I don't mean to suggest Pyaar Prema Kaadhal goes all vérité on us. It has its share of silliness, like when Sree joins the dance class run by Sindhuja's father in order to woo her back. And it's worse when this love story results in collateral damage. Abortion is too heavy a plot point, especially when you're trying to keep things from getting too serious. (Yuvan's score is refreshingly low-key, and his songs — from the high-energy Let's be Friends? to the softer numbers like  Secret Window and High on Love — really set the film's tempo.) And I thought the film chickened out when it appears to "punish" Sindhuja for her modern-thinking ways. Her father's (uncharacteristic) advice at a traffic signal is exactly the kind of cinematic contrivance the film has so successfully avoided. It doesn't kill the film, but I did feel a bit cheated.

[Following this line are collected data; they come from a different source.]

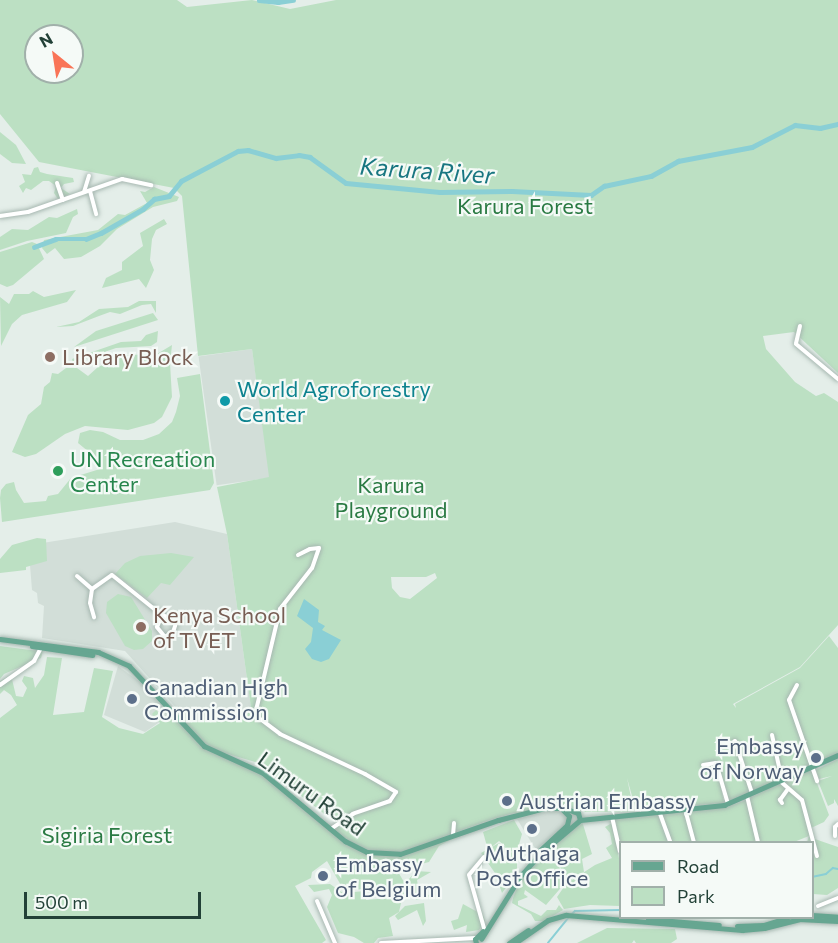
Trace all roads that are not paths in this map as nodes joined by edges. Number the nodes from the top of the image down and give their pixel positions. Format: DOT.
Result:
graph roads {
  1 [pos="89,176"];
  2 [pos="57,183"];
  3 [pos="151,185"];
  4 [pos="90,191"];
  5 [pos="84,193"];
  6 [pos="63,200"];
  7 [pos="96,214"];
  8 [pos="0,216"];
  9 [pos="800,326"];
  10 [pos="838,379"];
  11 [pos="298,555"];
  12 [pos="77,576"];
  13 [pos="92,590"];
  14 [pos="162,615"];
  15 [pos="94,617"];
  16 [pos="1,639"];
  17 [pos="37,645"];
  18 [pos="0,685"];
  19 [pos="797,685"];
  20 [pos="772,735"];
  21 [pos="730,745"];
  22 [pos="838,755"];
  23 [pos="703,765"];
  24 [pos="813,767"];
  25 [pos="781,781"];
  26 [pos="817,781"];
  27 [pos="788,789"];
  28 [pos="749,795"];
  29 [pos="782,803"];
  30 [pos="728,804"];
  31 [pos="558,807"];
  32 [pos="685,808"];
  33 [pos="659,811"];
  34 [pos="612,816"];
  35 [pos="578,817"];
  36 [pos="569,818"];
  37 [pos="454,823"];
  38 [pos="838,824"];
  39 [pos="331,829"];
  40 [pos="453,835"];
  41 [pos="835,836"];
  42 [pos="669,841"];
  43 [pos="693,841"];
  44 [pos="758,841"];
  45 [pos="813,841"];
  46 [pos="619,843"];
  47 [pos="814,845"];
  48 [pos="816,853"];
  49 [pos="484,857"];
  50 [pos="838,898"];
  51 [pos="317,901"];
  52 [pos="818,906"];
  53 [pos="573,914"];
  54 [pos="814,915"];
  55 [pos="619,917"];
  56 [pos="619,918"];
  57 [pos="626,919"];
  58 [pos="672,919"];
  59 [pos="784,919"];
  60 [pos="799,919"];
  61 [pos="814,919"];
  62 [pos="838,919"];
  63 [pos="484,928"];
  64 [pos="478,941"];
  65 [pos="335,943"];
  66 [pos="381,943"];
  67 [pos="509,943"];
  68 [pos="515,943"];
  1 -- 5 [label="street"];
  2 -- 6 [label="street"];
  3 -- 4 [label="street"];
  4 -- 5 [label="street"];
  4 -- 7 [label="street"];
  5 -- 6 [label="street"];
  6 -- 8 [label="street"];
  9 -- 10 [label="street"];
  11 -- 39 [label="street"];
  12 -- 13 [label="street"];
  13 -- 14 [label="street"];
  13 -- 15 [label="street"];
  14 -- 14 [label="street"];
  16 -- 17 [label="main road, Limuru Road"];
  17 -- 18 [label="street"];
  17 -- 39 [label="main road, Limuru Road"];
  19 -- 24 [label="street"];
  20 -- 25 [label="street"];
  21 -- 28 [label="street"];
  22 -- 24 [label="main road"];
  23 -- 30 [label="street"];
  24 -- 25 [label="main road"];
  24 -- 26 [label="street"];
  25 -- 27 [label="street"];
  25 -- 28 [label="main road"];
  27 -- 29 [label="street"];
  27 -- 45 [label="street"];
  28 -- 30 [label="main road"];
  28 -- 44 [label="street"];
  30 -- 32 [label="main road"];
  31 -- 35 [label="main road, Limuru Road"];
  31 -- 36 [label="main road"];
  31 -- 40 [label="main road, Limuru Road"];
  32 -- 33 [label="main road"];
  32 -- 43 [label="street"];
  33 -- 34 [label="main road"];
  33 -- 42 [label="street"];
  34 -- 35 [label="main road"];
  34 -- 46 [label="street"];
  35 -- 36 [label="main road"];
  35 -- 36 [label="main road"];
  35 -- 64 [label="main road"];
  36 -- 63 [label="main road"];
  37 -- 40 [label="street"];
  38 -- 41 [label="street"];
  39 -- 40 [label="main road, Limuru Road"];
  47 -- 48 [label="street"];
  49 -- 63 [label="street"];
  50 -- 52 [label="street"];
  51 -- 65 [label="street"];
  53 -- 55 [label="main road"];
  53 -- 56 [label="main road"];
  53 -- 67 [label="main road"];
  53 -- 68 [label="main road"];
  54 -- 62 [label="main road"];
  57 -- 60 [label="main road"];
  58 -- 59 [label="main road"];
  61 -- 62 [label="main road"];
  63 -- 64 [label="main road"];
  64 -- 66 [label="street"];
}
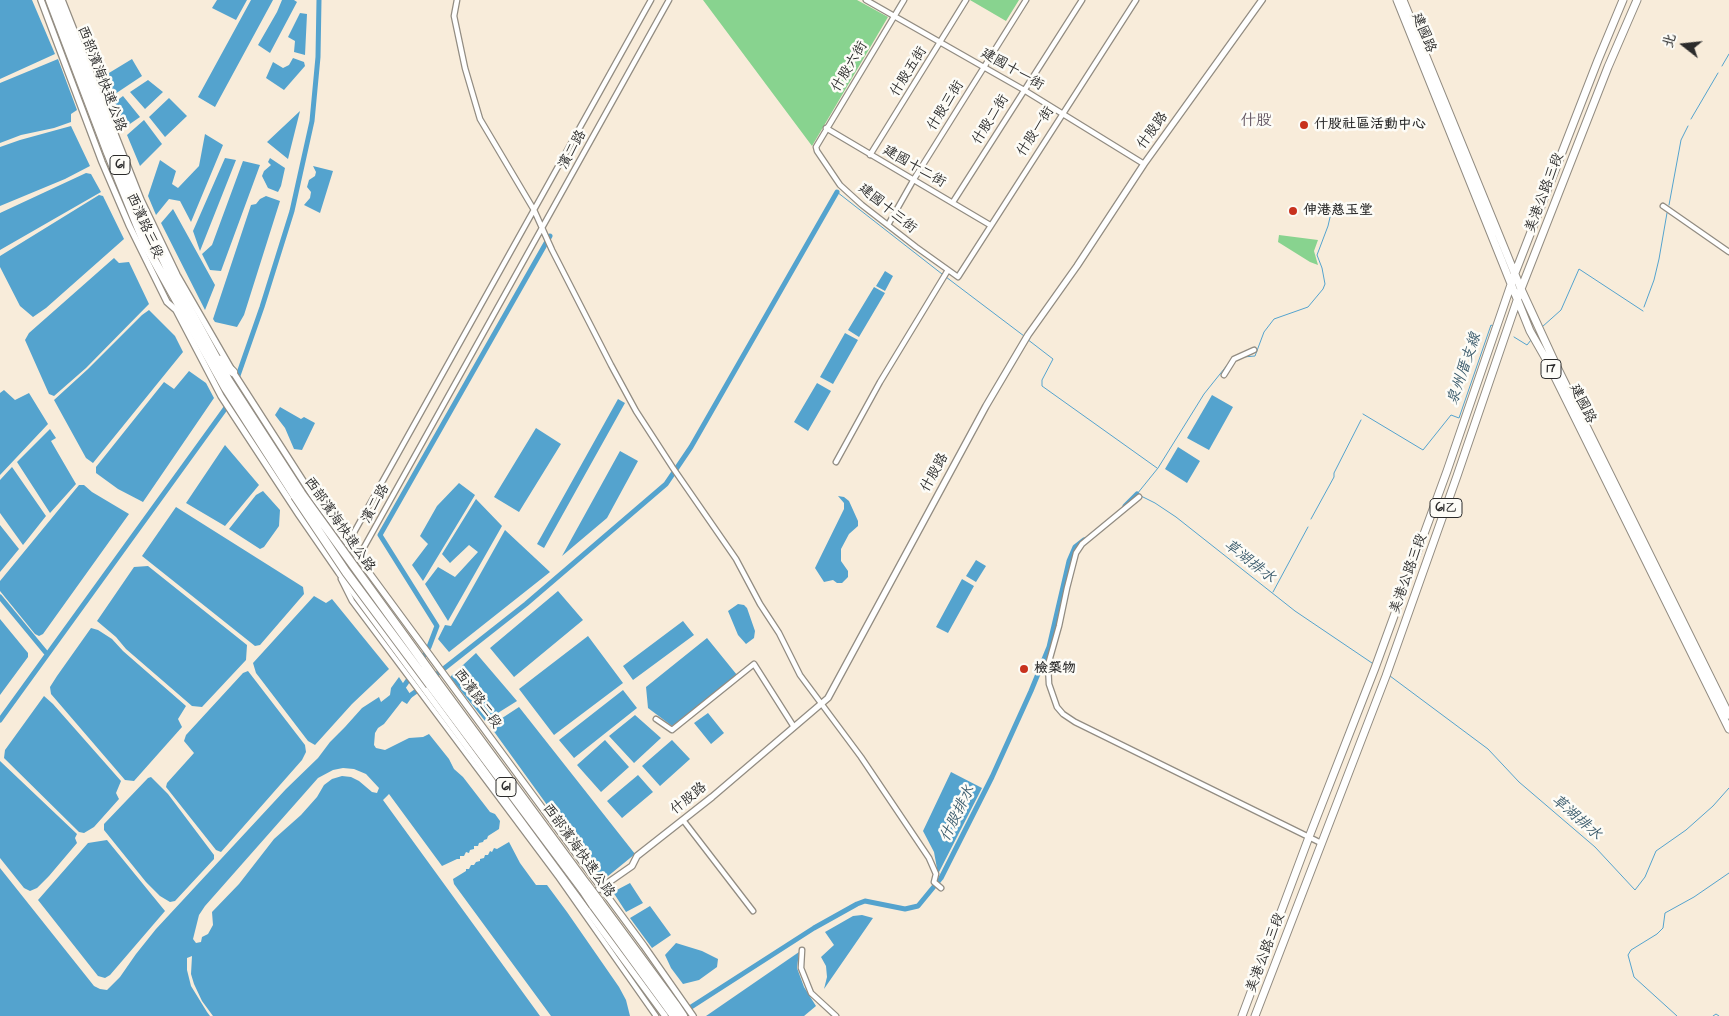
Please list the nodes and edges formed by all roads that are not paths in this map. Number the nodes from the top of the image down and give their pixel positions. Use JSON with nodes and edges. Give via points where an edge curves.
{"nodes":[{"id":1,"x":41,"y":0,"type":"edge"},
{"id":2,"x":50,"y":0,"type":"edge"},
{"id":3,"x":58,"y":0,"type":"edge"},
{"id":4,"x":62,"y":0,"type":"edge"},
{"id":5,"x":458,"y":0,"type":"edge"},
{"id":6,"x":651,"y":0,"type":"edge"},
{"id":7,"x":669,"y":0,"type":"edge"},
{"id":8,"x":866,"y":0,"type":"edge"},
{"id":9,"x":904,"y":0,"type":"edge"},
{"id":10,"x":966,"y":0,"type":"edge"},
{"id":11,"x":1026,"y":0,"type":"edge"},
{"id":12,"x":1082,"y":0,"type":"edge"},
{"id":13,"x":1136,"y":0,"type":"edge"},
{"id":14,"x":1262,"y":0,"type":"edge"},
{"id":15,"x":1396,"y":0,"type":"edge"},
{"id":16,"x":1403,"y":0,"type":"edge"},
{"id":17,"x":1623,"y":0,"type":"edge"},
{"id":18,"x":1637,"y":0,"type":"edge"},
{"id":19,"x":894,"y":16,"type":"junction"},
{"id":20,"x":940,"y":43,"type":"junction"},
{"id":21,"x":984,"y":66,"type":"junction"},
{"id":22,"x":1024,"y":90,"type":"junction"},
{"id":23,"x":1442,"y":105,"type":"junction"},
{"id":24,"x":1062,"y":113,"type":"junction"},
{"id":25,"x":826,"y":128,"type":"junction"},
{"id":26,"x":816,"y":147,"type":"joint"},
{"id":27,"x":870,"y":155,"type":"junction"},
{"id":28,"x":1144,"y":164,"type":"junction"},
{"id":29,"x":914,"y":179,"type":"junction"},
{"id":30,"x":953,"y":202,"type":"junction"},
{"id":31,"x":1663,"y":206,"type":"dead end"},
{"id":32,"x":534,"y":210,"type":"junction"},
{"id":33,"x":888,"y":225,"type":"junction"},
{"id":34,"x":990,"y":225,"type":"junction"},
{"id":35,"x":542,"y":228,"type":"junction"},
{"id":36,"x":145,"y":244,"type":"junction"},
{"id":37,"x":1729,"y":252,"type":"edge"},
{"id":38,"x":948,"y":270,"type":"junction"},
{"id":39,"x":170,"y":273,"type":"junction"},
{"id":40,"x":1515,"y":273,"type":"junction"},
{"id":41,"x":958,"y":277,"type":"joint"},
{"id":42,"x":1511,"y":284,"type":"junction"},
{"id":43,"x":1521,"y":289,"type":"junction"},
{"id":44,"x":1518,"y":299,"type":"junction"},
{"id":45,"x":176,"y":310,"type":"junction"},
{"id":46,"x":1254,"y":350,"type":"dead end"},
{"id":47,"x":233,"y":372,"type":"junction"},
{"id":48,"x":1224,"y":374,"type":"dead end"},
{"id":49,"x":226,"y":384,"type":"junction"},
{"id":50,"x":241,"y":400,"type":"junction"},
{"id":51,"x":234,"y":415,"type":"joint"},
{"id":52,"x":836,"y":462,"type":"dead end"},
{"id":53,"x":1138,"y":497,"type":"dead end"},
{"id":54,"x":347,"y":543,"type":"junction"},
{"id":55,"x":358,"y":558,"type":"junction"},
{"id":56,"x":339,"y":573,"type":"junction"},
{"id":57,"x":428,"y":687,"type":"junction"},
{"id":58,"x":821,"y":702,"type":"junction"},
{"id":59,"x":1729,"y":715,"type":"edge"},
{"id":60,"x":656,"y":719,"type":"dead end"},
{"id":61,"x":794,"y":727,"type":"junction"},
{"id":62,"x":1729,"y":729,"type":"edge"},
{"id":63,"x":683,"y":820,"type":"junction"},
{"id":64,"x":1309,"y":837,"type":"junction"},
{"id":65,"x":1321,"y":843,"type":"junction"},
{"id":66,"x":601,"y":888,"type":"junction"},
{"id":67,"x":941,"y":888,"type":"dead end"},
{"id":68,"x":580,"y":904,"type":"junction"},
{"id":69,"x":753,"y":911,"type":"dead end"},
{"id":70,"x":802,"y":950,"type":"dead end"},
{"id":71,"x":671,"y":1008,"type":"edge"},
{"id":72,"x":656,"y":1016,"type":"edge"},
{"id":73,"x":674,"y":1016,"type":"edge"},
{"id":74,"x":683,"y":1016,"type":"edge"},
{"id":75,"x":692,"y":1016,"type":"edge"},
{"id":76,"x":836,"y":1016,"type":"edge"},
{"id":77,"x":1242,"y":1016,"type":"edge"},
{"id":78,"x":1255,"y":1016,"type":"edge"}],
"edges":[{"from":1,"to":45,"type":"street","name":"西濱路三段","via":[[129,225],[167,302]]},
{"from":2,"to":36,"type":"highway","name":"西部濱海快速公路","number":"61"},
{"from":3,"to":39,"type":"highway","name":"西部濱海快速公路","number":"61","via":[[118,158]]},
{"from":4,"to":47,"type":"street","name":"西濱路三段","via":[[141,200],[177,275]]},
{"from":5,"to":32,"type":"street","via":[[454,16],[480,119]]},
{"from":6,"to":32,"type":"street","name":"濱二路"},
{"from":7,"to":35,"type":"street","name":"濱二路"},
{"from":8,"to":19,"type":"street","name":"建國十一街"},
{"from":9,"to":19,"type":"street","name":"什股六街"},
{"from":10,"to":20,"type":"street","name":"什股五街"},
{"from":11,"to":21,"type":"street","name":"什股三街"},
{"from":12,"to":22,"type":"street","name":"什股二街"},
{"from":13,"to":24,"type":"street","name":"什股一街"},
{"from":14,"to":28,"type":"street","name":"什股路"},
{"from":15,"to":23,"type":"main road","name":"建國路","number":"17"},
{"from":16,"to":23,"type":"main road","name":"建國路","number":"17"},
{"from":17,"to":40,"type":"main road","name":"美港公路三段","number":"61乙"},
{"from":18,"to":43,"type":"main road","name":"美港公路三段","number":"61乙"},
{"from":19,"to":20,"type":"street","name":"建國十一街"},
{"from":19,"to":25,"type":"street","name":"什股六街"},
{"from":20,"to":21,"type":"street","name":"建國十一街"},
{"from":20,"to":27,"type":"street","name":"什股五街"},
{"from":21,"to":22,"type":"street","name":"建國十一街"},
{"from":21,"to":29,"type":"street","name":"什股三街"},
{"from":22,"to":24,"type":"street","name":"建國十一街"},
{"from":22,"to":30,"type":"street","name":"什股二街"},
{"from":23,"to":40,"type":"main road","name":"建國路","number":"17"},
{"from":23,"to":42,"type":"main road","name":"建國路","number":"17"},
{"from":24,"to":28,"type":"street","name":"建國十一街"},
{"from":24,"to":34,"type":"street","name":"什股一街"},
{"from":25,"to":26,"type":"street","name":"什股六街"},
{"from":25,"to":27,"type":"street","name":"建國十二街"},
{"from":26,"to":33,"type":"street","name":"建國十三街","via":[[840,185]]},
{"from":27,"to":29,"type":"street","name":"建國十二街"},
{"from":28,"to":58,"type":"street","name":"什股路","via":[[1028,336],[986,406],[828,698]]},
{"from":29,"to":30,"type":"street","name":"建國十二街"},
{"from":29,"to":33,"type":"street","name":"什股三街"},
{"from":30,"to":34,"type":"street","name":"建國十二街"},
{"from":31,"to":37,"type":"street"},
{"from":32,"to":35,"type":"street"},
{"from":32,"to":54,"type":"street","name":"濱二路"},
{"from":33,"to":38,"type":"street","name":"建國十三街"},
{"from":34,"to":41,"type":"street","name":"什股一街"},
{"from":35,"to":55,"type":"street","name":"濱二路"},
{"from":35,"to":58,"type":"street","via":[[632,403],[736,559],[800,675]]},
{"from":36,"to":45,"type":"highway","via":[[148,258]]},
{"from":36,"to":49,"type":"highway","name":"西部濱海快速公路","number":"61"},
{"from":38,"to":41,"type":"street","name":"建國十三街"},
{"from":38,"to":52,"type":"street"},
{"from":39,"to":47,"type":"highway","via":[[222,362]]},
{"from":39,"to":49,"type":"highway","name":"西部濱海快速公路","number":"61"},
{"from":40,"to":42,"type":"main road","name":"美港公路三段","number":"61乙"},
{"from":40,"to":43,"type":"main road","name":"建國路","number":"17"},
{"from":42,"to":44,"type":"main road","name":"建國路","number":"17"},
{"from":42,"to":64,"type":"main road","name":"美港公路三段","number":"61乙","via":[[1447,471]]},
{"from":43,"to":44,"type":"main road","name":"美港公路三段","number":"61乙"},
{"from":43,"to":59,"type":"main road","name":"建國路","number":"17"},
{"from":44,"to":62,"type":"main road","name":"建國路","number":"17","via":[[1530,330]]},
{"from":44,"to":65,"type":"main road","name":"美港公路三段","number":"61乙","via":[[1393,657]]},
{"from":45,"to":51,"type":"street","name":"西濱路三段"},
{"from":46,"to":48,"type":"street","via":[[1234,359]]},
{"from":47,"to":50,"type":"street","name":"西濱路三段"},
{"from":49,"to":50,"type":"highway","name":"西部濱海快速公路","number":"61"},
{"from":50,"to":54,"type":"street","name":"西濱路二段"},
{"from":50,"to":57,"type":"highway","name":"西部濱海快速公路","number":"61","bridge":true,"via":[[346,572]]},
{"from":51,"to":56,"type":"street","name":"西濱路二段"},
{"from":53,"to":64,"type":"street","via":[[1082,544],[1076,554],[1048,665],[1049,684],[1057,707],[1075,722]]},
{"from":54,"to":55,"type":"street","name":"西濱路二段"},
{"from":54,"to":56,"type":"street","name":"濱二路"},
{"from":55,"to":56,"type":"street","name":"濱二路"},
{"from":55,"to":66,"type":"street","name":"西濱路二段"},
{"from":56,"to":57,"type":"street","name":"西濱路二段","via":[[400,661]]},
{"from":57,"to":68,"type":"street","name":"西濱路二段"},
{"from":57,"to":71,"type":"highway","name":"西部濱海快速公路","number":"61","bridge":true,"via":[[585,887]]},
{"from":58,"to":61,"type":"street","name":"什股路"},
{"from":58,"to":67,"type":"street","via":[[929,858],[936,874],[934,882]]},
{"from":60,"to":61,"type":"street","via":[[672,730],[754,664]]},
{"from":61,"to":63,"type":"street","name":"什股路"},
{"from":63,"to":66,"type":"street","name":"什股路","via":[[636,856],[632,866]]},
{"from":63,"to":69,"type":"street"},
{"from":64,"to":65,"type":"street"},
{"from":64,"to":77,"type":"main road","name":"美港公路三段","number":"61乙"},
{"from":65,"to":78,"type":"main road","name":"美港公路三段","number":"61乙"},
{"from":66,"to":68,"type":"street","name":"什股路"},
{"from":66,"to":71,"type":"street","name":"西濱路二段"},
{"from":68,"to":71,"type":"street","name":"西濱路二段"},
{"from":68,"to":72,"type":"street"},
{"from":70,"to":76,"type":"street","via":[[801,968],[811,993]]},
{"from":71,"to":73,"type":"highway","name":"西部濱海快速公路","number":"61"},
{"from":71,"to":74,"type":"highway","name":"西部濱海快速公路","number":"61"},
{"from":71,"to":75,"type":"street","name":"西濱路二段"}]}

Pyaar Prema Kaadhal may have been advertised as a disposable rom-com, but there's genuine emotion at work here

But the rest of the time, I was consistently impressed by how Elan keeps steering familiar situations into unexpected territory. You think Sree's mother's illness or his father's "namma family ku love ellaam set aagadhu" advice (in a lovely scene when Sree takes him his lunch in a tiffin carrier) are seeds that will sprout into later developments. But the problems in the Sree-Sindhuja relationship are more internal than external. They fight. They make up. They fight. They make up. In a brilliant touch, a peripheral character like Shanthi Akka, the cleaning lady at their office, is used to demonstrate the differences in their viewpoints. This is a beautifully staged film, and Raja Bhattacharjee's fairy-lights cinematography bathes the goings-on in a glow that functions like sugar on a bitter pill. But the film is never sickly sweet — the writing takes care of that. If we smile at Sree's father making a "heartin"-shaped dosa, we sober up when Sree feels bad that he couldn't invite this loving man to his house-warming party (after he secretly moves in with Sindhuja). And a birthday setup made me bawl. Pyaar Prema Kaadhal may have been advertised as a disposable rom-com, but there's genuine emotion at work here. Along with Meyaadha Maan, it's a sign that our younger filmmakers are finding new things to do with the oldest boy-meets-girl scenarios.